Institute of Anatomy and Cell Biology, Justus-Liebig-University, Giessen, Germany.
Institute of Pathology, Justus-Liebig-University, Giessen, Germany.
PLoS One. 2019 May 10;14(5):e0216642. doi: 10.1371/journal.pone.0216642. eCollection 2019.
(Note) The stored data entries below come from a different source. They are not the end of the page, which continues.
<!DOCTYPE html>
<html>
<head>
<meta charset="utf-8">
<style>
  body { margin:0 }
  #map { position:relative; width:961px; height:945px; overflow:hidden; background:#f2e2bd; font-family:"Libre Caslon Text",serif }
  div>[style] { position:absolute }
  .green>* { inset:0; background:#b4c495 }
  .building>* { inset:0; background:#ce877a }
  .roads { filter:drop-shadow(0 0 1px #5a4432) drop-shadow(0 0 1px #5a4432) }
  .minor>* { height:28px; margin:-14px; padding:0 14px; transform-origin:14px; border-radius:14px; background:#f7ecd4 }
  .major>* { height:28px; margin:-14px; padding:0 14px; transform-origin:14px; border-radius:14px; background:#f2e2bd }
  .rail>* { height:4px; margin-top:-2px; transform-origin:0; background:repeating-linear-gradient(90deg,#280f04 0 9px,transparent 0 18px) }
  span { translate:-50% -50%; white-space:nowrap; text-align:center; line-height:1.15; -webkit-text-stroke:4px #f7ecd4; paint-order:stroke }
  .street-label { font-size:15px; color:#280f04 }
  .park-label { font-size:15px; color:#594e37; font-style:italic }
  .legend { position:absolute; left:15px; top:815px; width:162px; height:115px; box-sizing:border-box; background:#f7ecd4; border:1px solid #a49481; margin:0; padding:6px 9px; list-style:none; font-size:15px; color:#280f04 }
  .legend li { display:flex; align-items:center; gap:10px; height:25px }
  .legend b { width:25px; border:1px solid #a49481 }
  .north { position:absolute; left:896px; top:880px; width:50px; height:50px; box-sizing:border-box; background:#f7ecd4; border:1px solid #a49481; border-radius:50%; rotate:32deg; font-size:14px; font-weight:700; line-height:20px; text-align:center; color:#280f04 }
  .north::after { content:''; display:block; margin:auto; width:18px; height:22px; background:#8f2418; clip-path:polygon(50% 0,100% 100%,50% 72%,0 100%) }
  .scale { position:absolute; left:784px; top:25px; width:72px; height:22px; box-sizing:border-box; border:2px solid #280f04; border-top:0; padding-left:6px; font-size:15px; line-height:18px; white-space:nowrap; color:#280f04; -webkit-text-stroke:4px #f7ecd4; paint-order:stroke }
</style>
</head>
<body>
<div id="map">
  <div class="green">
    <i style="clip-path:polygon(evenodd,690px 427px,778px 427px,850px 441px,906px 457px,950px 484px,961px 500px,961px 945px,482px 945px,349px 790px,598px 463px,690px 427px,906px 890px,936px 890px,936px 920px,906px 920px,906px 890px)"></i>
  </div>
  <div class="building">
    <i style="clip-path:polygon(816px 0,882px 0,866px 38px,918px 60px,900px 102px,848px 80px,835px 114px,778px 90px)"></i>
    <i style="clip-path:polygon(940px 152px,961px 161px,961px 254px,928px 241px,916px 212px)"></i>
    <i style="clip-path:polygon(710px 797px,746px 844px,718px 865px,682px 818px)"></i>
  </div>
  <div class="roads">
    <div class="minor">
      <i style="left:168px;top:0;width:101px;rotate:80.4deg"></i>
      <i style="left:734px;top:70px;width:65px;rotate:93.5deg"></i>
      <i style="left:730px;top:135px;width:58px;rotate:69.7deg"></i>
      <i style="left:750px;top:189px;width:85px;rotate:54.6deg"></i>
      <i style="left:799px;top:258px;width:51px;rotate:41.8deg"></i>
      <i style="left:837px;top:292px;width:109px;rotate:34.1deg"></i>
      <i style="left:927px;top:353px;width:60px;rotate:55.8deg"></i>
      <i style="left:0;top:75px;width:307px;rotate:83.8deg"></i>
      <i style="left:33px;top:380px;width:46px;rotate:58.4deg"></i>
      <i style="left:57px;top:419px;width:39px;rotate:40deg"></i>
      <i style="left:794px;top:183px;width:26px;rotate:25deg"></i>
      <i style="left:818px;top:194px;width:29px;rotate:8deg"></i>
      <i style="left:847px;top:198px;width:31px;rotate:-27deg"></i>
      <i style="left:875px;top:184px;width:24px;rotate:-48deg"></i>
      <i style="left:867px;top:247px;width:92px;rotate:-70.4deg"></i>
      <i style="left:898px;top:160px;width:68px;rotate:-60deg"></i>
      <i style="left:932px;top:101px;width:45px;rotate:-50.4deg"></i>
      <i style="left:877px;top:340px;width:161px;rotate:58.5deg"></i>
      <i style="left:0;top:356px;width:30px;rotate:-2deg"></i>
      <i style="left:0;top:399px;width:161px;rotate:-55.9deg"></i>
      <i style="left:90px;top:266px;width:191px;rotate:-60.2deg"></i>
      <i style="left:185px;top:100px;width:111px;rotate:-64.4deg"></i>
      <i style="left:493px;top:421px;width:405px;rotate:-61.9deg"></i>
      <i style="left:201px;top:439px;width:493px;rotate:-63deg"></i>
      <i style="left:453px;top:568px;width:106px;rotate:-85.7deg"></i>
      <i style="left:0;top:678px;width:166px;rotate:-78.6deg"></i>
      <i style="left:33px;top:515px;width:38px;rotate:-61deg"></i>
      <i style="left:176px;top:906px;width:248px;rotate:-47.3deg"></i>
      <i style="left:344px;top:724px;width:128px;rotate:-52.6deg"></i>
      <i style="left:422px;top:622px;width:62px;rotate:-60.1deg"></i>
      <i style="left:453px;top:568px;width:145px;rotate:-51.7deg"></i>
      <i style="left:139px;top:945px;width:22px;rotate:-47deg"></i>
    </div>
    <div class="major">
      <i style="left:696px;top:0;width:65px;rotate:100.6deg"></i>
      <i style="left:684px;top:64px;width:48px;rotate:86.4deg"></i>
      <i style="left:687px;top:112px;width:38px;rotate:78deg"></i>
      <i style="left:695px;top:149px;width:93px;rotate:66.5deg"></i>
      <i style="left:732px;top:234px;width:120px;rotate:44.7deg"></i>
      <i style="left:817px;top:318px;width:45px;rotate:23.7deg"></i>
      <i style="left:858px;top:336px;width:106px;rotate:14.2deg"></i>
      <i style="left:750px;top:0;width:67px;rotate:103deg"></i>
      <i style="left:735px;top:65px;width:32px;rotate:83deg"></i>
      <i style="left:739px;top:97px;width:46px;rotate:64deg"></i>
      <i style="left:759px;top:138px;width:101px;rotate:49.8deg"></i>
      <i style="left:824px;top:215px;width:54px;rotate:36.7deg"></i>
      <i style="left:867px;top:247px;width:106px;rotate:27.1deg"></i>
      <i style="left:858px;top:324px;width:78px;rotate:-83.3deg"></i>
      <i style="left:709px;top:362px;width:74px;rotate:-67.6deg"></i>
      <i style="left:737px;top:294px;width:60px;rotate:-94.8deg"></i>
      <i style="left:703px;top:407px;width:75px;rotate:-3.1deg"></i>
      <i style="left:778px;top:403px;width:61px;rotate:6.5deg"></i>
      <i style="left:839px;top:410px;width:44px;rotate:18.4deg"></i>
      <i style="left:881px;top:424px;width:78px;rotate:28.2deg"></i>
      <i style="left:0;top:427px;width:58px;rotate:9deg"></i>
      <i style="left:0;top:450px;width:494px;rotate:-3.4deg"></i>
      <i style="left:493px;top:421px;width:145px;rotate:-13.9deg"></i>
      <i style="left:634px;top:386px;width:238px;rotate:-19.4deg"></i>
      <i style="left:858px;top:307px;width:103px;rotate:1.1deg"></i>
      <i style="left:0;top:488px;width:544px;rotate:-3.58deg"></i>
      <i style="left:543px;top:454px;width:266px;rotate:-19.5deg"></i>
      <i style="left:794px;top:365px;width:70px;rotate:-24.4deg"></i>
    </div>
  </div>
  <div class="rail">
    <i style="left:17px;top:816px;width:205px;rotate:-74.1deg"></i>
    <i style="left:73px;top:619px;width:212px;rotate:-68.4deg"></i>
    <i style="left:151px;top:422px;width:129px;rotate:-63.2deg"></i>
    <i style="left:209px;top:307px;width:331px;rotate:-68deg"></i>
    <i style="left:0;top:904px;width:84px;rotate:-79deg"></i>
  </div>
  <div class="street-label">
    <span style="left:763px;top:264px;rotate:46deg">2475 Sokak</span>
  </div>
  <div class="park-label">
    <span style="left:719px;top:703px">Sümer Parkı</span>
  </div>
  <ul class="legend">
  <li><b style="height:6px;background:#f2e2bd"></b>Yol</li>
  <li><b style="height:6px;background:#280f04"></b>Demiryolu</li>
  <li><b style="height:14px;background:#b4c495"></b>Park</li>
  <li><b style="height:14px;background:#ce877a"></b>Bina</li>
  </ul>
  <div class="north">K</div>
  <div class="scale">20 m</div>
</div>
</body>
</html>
LDC3/Dynarrestin, an aminothiazole derivative, is a recently developed small molecule, which binds protein tyrosine phosphatase interacting protein 51 (PTPIP51). PTPIP51 interacts with various proteins regulating different signaling pathways leading to proliferation and migration. Her2 positive breast cancer cells (SKBR3) express high levels of PTPIP51. Therefore, we investigated the effects of LDC3/Dynarrestin on PTPIP51 and its interactome with 12 different proteins of various signal pathways including the interaction with dynein in SKBR3 cells. The localization and semi-quantification of PTPIP51 protein and the Tyr176 phosphorylated PTPIP51 protein were evaluated. Protein-protein-interactions were assessed by Duolink proximity ligation assays. Interactions and the activation of signal transduction hubs were examined with immunoblots. LDC3/Dynarrestin led to an increased PTPIP51 tyrosine 176 phosphorylation status while the overall amount of PTPIP51 remained unaffected. These findings are paralleled by an enhanced interaction of PTPIP51 with its crucial kinase c-Src and a reduced interaction with the counteracting phosphatase PTP1B. Furthermore, the treatment results in a significantly augmented interaction of PTPIP51/14-3-3β and PTPIP51/Raf1, the link to the MAPK pathway. Under the influence of LDC3/Dynarrestin, the activity of the MAPK pathway rose in a concentration-dependent manner as indicated by RTK assays and immunoblots. The novel small molecule stabilizes the RelA/IκB/PTPIP51 interactome and can abolish the effects caused by TNFα stimulation. Moreover, LDC3/Dynarrestin completely blocked the Akt signaling, which is essential for tumor growth. The data were compared to the recently described interactome of PTPIP51 in LDC3/Dynarrestin treated non-cancerous keratinocyte cells (HaCaT). Differences were identified exclusively for the mitochondrial-associated ER-membranes (MAM) interactions and phospho-regulation related interactome of PTPIP51.LDC3/Dynarrestin gives the opportunity/possibility to influence the MAPK signaling, NFkB signaling and probably calcium homeostasis in breast cancer cells by affecting the PTPIP51 interactome.
LDC3/Dynarrestin,一种氨基噻唑衍生物,是一种新开发的小分子,它与蛋白酪氨酸磷酸酶相互作用蛋白 51(PTPIP51)结合。PTPIP51 与调节增殖和迁移的各种信号通路的各种蛋白质相互作用。Her2 阳性乳腺癌细胞(SKBR3)表达高水平的 PTPIP51。因此,我们研究了 LDC3/Dynarrestin 对 PTPIP51 及其与 12 种不同信号通路的蛋白质相互作用体的影响,包括与 SKBR3 细胞中的动力蛋白的相互作用。评估了 PTPIP51 蛋白的定位和半定量以及 Tyr176 磷酸化的 PTPIP51 蛋白。通过 Duolink 邻近连接测定法评估蛋白质-蛋白质相互作用。用免疫印迹法检查信号转导枢纽的相互作用和激活。LDC3/Dynarrestin 导致 PTPIP51 酪氨酸 176 磷酸化状态增加,而 PTPIP51 的总量不受影响。这些发现与 PTPIP51 与其关键激酶 c-Src 的相互作用增强以及与其拮抗磷酸酶 PTP1B 的相互作用减弱相平行。此外,该治疗导致 PTPIP51/14-3-3β 和 PTPIP51/Raf1 的相互作用明显增加,与 MAPK 途径相关。在 LDC3/Dynarrestin 的影响下,MAPK 途径的活性呈浓度依赖性增加,如 RTK 测定和免疫印迹所示。这种新型小分子稳定了 RelA/IκB/PTPIP51 相互作用组,并可以消除 TNFα 刺激引起的作用。此外,LDC3/Dynarrestin 完全阻断了 Akt 信号转导,这对肿瘤生长至关重要。将数据与最近描述的 LDC3/Dynarrestin 处理非癌性角质形成细胞(HaCaT)中 PTPIP51 的相互作用组进行了比较。仅在与线粒体相关的内质网(MAM)相互作用和 PTPIP51 的磷酸化调节相互作用组方面发现了差异。LDC3/Dynarrestin 为通过影响 PTPIP51 相互作用组来影响乳腺癌细胞中的 MAPK 信号转导、NFkB 信号转导和可能的钙稳态提供了机会/可能性。